The statist establishment would love a single-payer health-care system like Canada's if it were politically achievable. Barack Obama said that if we were starting from scratch, single payer is what he'd back. But, thankfully, Americans are still libertarian enough to cringe at turning the medical system entirely over to government.
So with single payer out of reach, the fans of government control have grabbed for second best: the "public option." This would be government-run health insurance that would "compete" with private insurance. (It wouldn't compete fairly because it could do something no private firm can do: milk the captive taxpayers.) But the public option is proving hard to get. Even some Democrats are nervous about it.
What's a statist to do?
Leading Democrats in the Senate say the answer might be nonprofit health cooperatives. Sen. Charles Schumer wants some method "to keep the companies honest," and if the "public competitor" can "do those things in a co-op form, I think we're open to it".
One sign that this may be the way things are heading is that the New York Times, the mouthpiece of the statist establishment, ran a front-page article last week that begins with glowing praise for a co-op where doctors have lots of time to spend with patients because of its "collaborative model of primary care." Among the media it's an article of faith that the "collaborative model" is more consumer friendly than a profit-seeking business.
The Times connects the dots in case anyone missed the point. "On Capitol Hill, those innovations have made Group Health a prototype for a political compromise that could unclog health care negotiations in the Senate and lead to a bipartisan deal. ... [T]he Senate Finance Committee seems poised to propose private-sector insurance cooperatives ... as its primary mechanism for stoking competition and slowing the growth of medical costs."
Give me a break.
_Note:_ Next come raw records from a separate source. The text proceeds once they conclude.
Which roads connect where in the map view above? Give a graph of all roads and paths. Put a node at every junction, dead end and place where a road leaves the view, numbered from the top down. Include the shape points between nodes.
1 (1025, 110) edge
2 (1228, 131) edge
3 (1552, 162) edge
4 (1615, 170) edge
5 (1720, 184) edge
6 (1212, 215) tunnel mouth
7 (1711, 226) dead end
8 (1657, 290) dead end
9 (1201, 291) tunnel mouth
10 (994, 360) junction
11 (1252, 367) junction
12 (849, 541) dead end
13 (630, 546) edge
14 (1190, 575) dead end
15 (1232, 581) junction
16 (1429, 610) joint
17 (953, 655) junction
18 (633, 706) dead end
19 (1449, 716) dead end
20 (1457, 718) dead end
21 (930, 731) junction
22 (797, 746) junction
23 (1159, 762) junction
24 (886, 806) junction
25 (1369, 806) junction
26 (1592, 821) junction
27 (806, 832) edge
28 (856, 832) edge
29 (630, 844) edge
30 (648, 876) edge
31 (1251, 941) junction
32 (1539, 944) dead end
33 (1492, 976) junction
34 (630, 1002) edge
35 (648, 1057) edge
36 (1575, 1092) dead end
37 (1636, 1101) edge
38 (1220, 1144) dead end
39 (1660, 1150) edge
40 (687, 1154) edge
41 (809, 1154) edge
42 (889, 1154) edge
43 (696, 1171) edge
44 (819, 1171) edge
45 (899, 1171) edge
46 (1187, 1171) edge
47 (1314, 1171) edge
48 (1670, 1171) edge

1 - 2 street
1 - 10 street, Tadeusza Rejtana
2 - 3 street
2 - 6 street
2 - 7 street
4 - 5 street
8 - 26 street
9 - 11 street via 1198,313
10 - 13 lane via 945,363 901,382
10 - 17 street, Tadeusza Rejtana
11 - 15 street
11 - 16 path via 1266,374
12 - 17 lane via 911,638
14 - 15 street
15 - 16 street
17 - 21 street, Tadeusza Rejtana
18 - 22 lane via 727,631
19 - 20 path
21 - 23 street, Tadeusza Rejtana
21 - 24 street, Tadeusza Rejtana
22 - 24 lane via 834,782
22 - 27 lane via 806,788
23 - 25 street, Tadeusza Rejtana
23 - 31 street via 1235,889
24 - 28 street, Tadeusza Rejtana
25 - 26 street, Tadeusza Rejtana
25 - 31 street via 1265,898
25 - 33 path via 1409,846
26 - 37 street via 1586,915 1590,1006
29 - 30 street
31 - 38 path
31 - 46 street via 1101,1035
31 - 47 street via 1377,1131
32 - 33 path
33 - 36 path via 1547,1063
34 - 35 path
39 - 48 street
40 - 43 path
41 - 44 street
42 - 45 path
Since when is government needed to stoke competition? Competition is what happens when government lets people alone. I defy anyone to give me an example of lack of competition that doesn't have its roots in government intervention.
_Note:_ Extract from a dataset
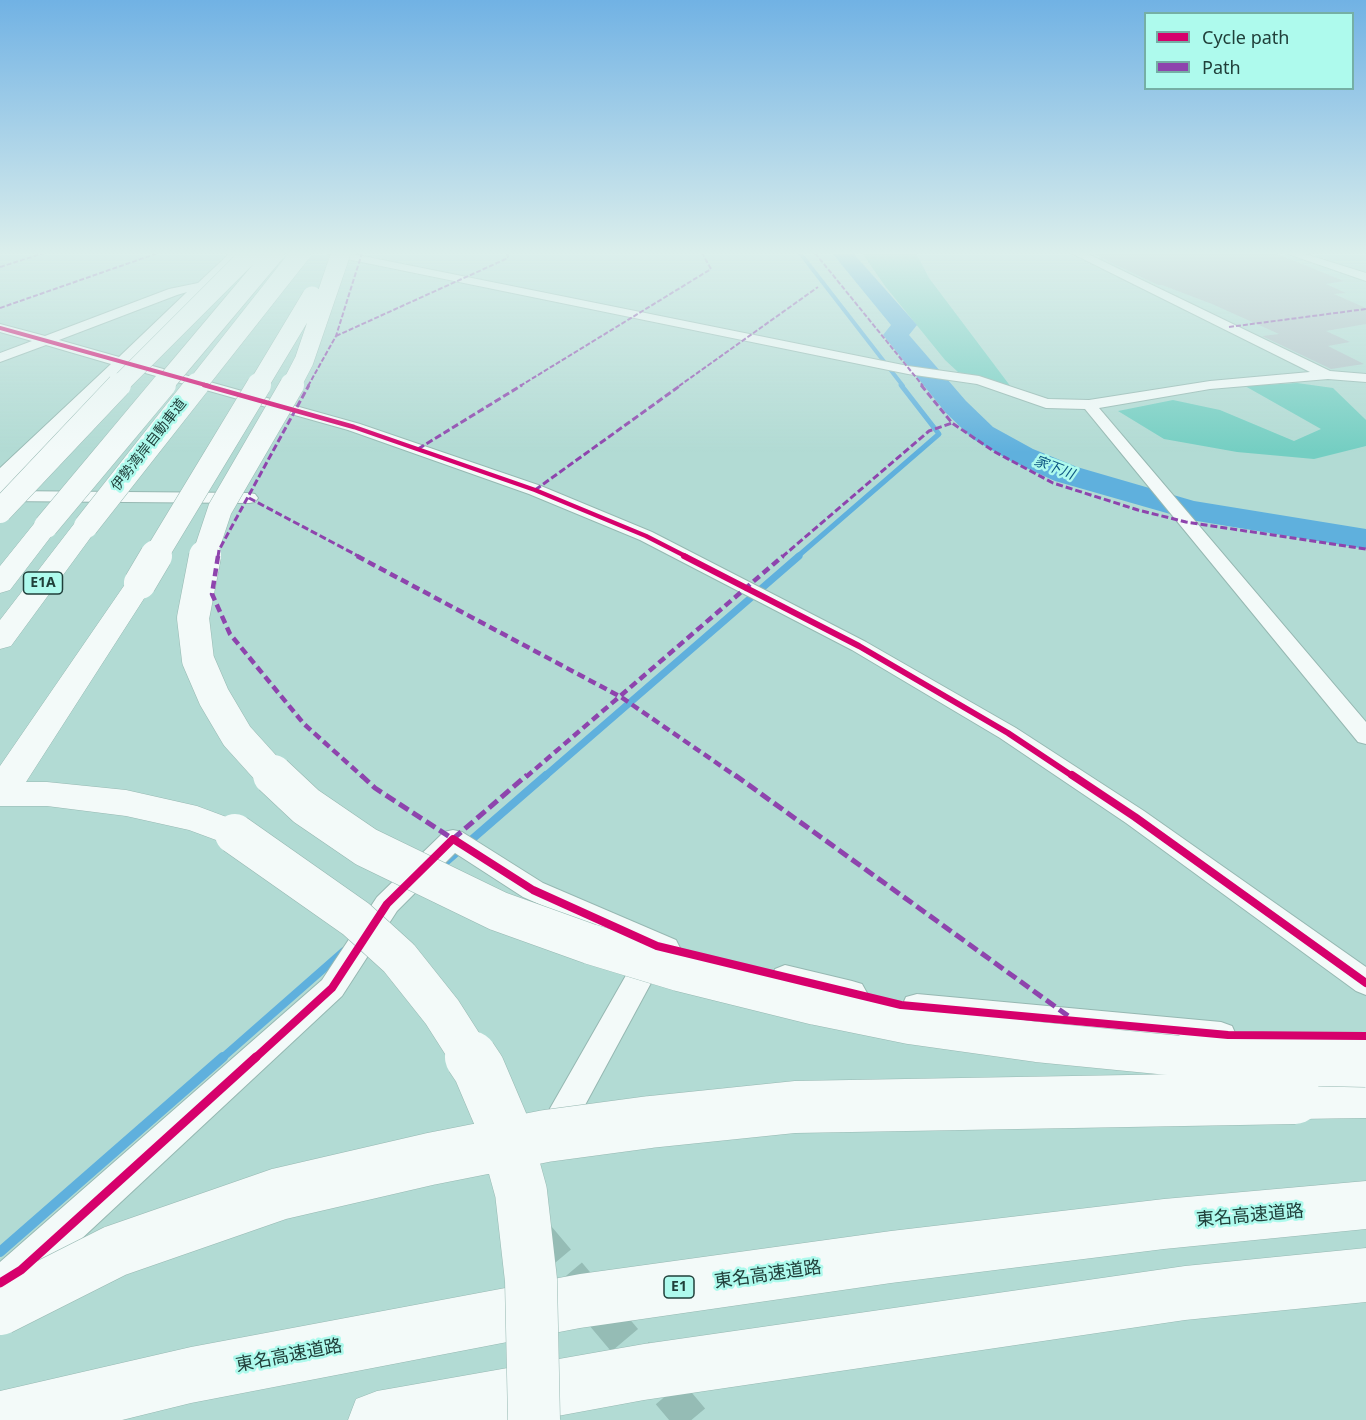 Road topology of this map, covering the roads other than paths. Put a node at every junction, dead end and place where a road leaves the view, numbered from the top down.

Since co-ops are nonprofit organizations owned by their members, the Times' story subtly implies that the profit motive is responsible for the absence of competition and higher medical costs. But that's ridiculous. In a free market without government barriers to entry, it's the quest for profit that produces competition and lower costs.
If health cooperatives were really more efficient and innovative, wouldn't they be copied all over the country? That's how the market works. When someone comes up with an innovative way of doing business, it is quickly imitated and improved on. But buried late in the Times story is the revealing fact that the co-op is "a rare survivor among the hundreds of rural health insurance cooperatives."
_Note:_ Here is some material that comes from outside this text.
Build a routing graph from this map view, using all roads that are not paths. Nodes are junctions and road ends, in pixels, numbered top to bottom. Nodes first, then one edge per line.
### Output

Hello? Don't the Times editors see the disconnect? If co-ops worked well, today there would be thousands of them. Why should taxpayers fund a method of delivering health care whose success is "rare"?
The newspaper story made another point that is a favorite of the policy elite: Preventive care will save tons of money. If that's true, there is nothing (but government) to keep people from implementing that principle. But is it true?
This seems to be one of those things we know that isn't so.
I take Lipitor. The drug may extend my life. But this doesn't lower my health-care costs. Years of pill-taking increases costs. If the pill works, I may live long enough to get an even more expensive disease. And maybe I, like millions of others, take Lipitor unnecessarily because we would never have had heart attacks. We then spend more, not less, on health care.
Health-care expert John Goodman of the National Center for Policy Analysis says there are "literally hundreds of studies from over the past 40 years that show preventive medical services usually increase medical spending ... Contrary to popular belief, checkups for children and adults do not save the health care system money".
If the policy elite really wanted cost-cutting competition, they would deregulate medicine. No one has ever found a better way to stimulate competition than freedom.